▶ **Task to carry out**: Within the data below, copy each line where the string "KLLN" is found.

[Source records]
----
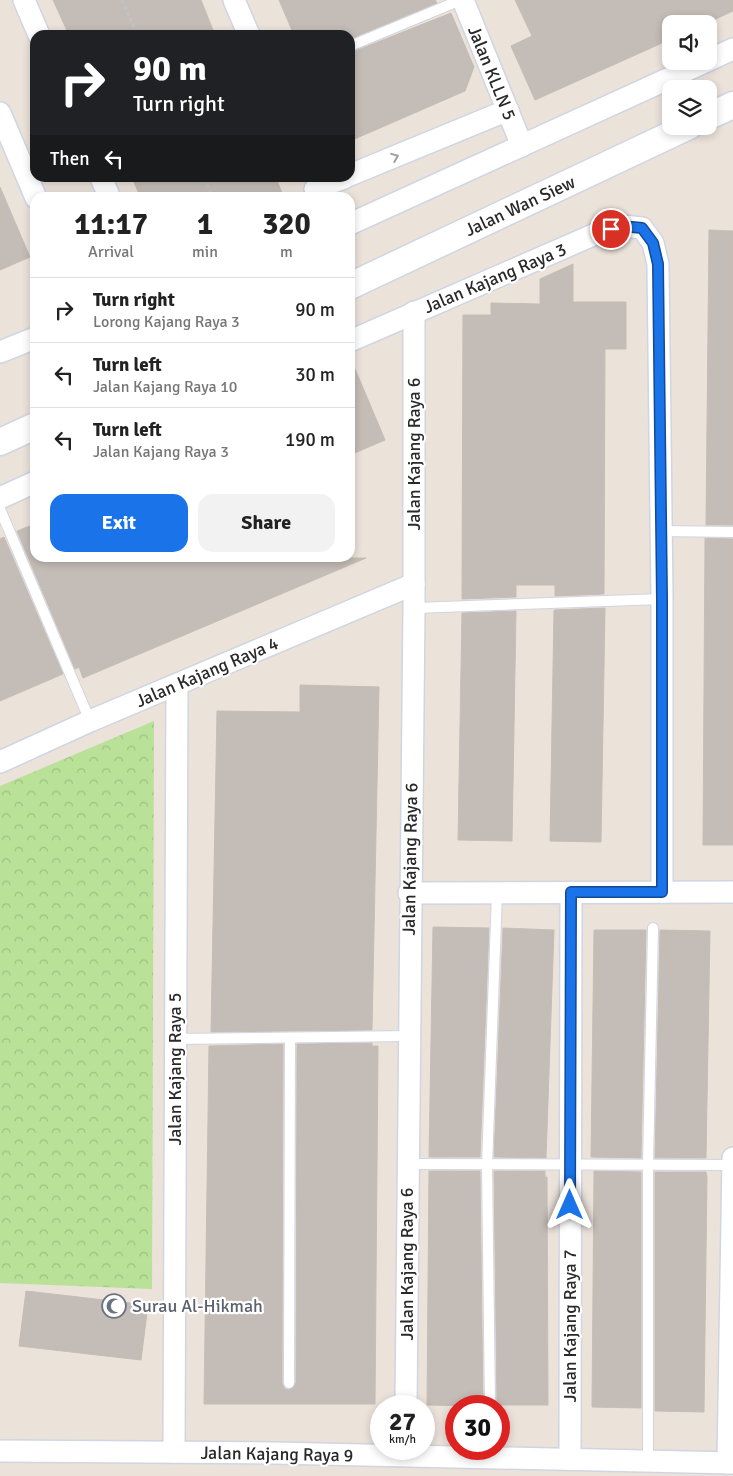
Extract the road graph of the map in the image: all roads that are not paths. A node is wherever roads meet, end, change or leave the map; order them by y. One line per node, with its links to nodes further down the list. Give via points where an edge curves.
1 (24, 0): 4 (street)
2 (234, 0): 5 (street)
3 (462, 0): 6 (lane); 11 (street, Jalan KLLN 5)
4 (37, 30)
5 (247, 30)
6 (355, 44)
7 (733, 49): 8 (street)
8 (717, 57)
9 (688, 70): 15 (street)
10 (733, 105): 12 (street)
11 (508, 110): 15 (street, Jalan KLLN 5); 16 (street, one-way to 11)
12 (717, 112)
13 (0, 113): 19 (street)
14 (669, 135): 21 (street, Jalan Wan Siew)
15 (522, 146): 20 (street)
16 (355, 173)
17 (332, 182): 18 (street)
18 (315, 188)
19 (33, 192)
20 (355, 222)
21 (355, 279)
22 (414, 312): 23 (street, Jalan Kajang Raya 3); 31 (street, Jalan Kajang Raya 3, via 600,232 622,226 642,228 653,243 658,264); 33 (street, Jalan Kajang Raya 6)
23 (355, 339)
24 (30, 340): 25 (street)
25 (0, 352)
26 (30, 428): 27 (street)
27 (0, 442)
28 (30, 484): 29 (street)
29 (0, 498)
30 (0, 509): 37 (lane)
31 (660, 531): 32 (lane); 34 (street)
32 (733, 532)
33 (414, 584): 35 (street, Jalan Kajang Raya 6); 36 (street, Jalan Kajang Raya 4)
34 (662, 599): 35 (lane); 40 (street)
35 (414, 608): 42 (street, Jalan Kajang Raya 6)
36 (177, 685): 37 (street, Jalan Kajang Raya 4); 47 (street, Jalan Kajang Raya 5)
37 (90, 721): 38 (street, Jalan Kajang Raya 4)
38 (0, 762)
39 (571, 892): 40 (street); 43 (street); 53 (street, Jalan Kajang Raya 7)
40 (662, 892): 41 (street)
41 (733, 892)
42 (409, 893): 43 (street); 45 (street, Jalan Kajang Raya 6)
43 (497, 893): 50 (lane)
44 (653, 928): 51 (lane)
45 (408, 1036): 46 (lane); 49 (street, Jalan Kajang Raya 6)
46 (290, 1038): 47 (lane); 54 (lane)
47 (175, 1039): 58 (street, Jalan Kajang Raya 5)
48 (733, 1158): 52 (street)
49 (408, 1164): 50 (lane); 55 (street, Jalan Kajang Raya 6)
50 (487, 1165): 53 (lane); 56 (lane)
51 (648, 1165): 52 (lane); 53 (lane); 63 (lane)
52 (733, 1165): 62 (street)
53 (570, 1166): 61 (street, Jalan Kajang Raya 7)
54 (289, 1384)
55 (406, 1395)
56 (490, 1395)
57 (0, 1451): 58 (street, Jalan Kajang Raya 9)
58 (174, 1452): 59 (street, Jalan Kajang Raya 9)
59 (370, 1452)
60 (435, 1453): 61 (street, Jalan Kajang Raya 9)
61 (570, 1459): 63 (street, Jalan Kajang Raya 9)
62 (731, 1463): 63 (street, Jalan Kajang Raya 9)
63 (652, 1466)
----
▶ **Expected output**:
3 (462, 0): 6 (lane); 11 (street, Jalan KLLN 5)
11 (508, 110): 15 (street, Jalan KLLN 5); 16 (street, one-way to 11)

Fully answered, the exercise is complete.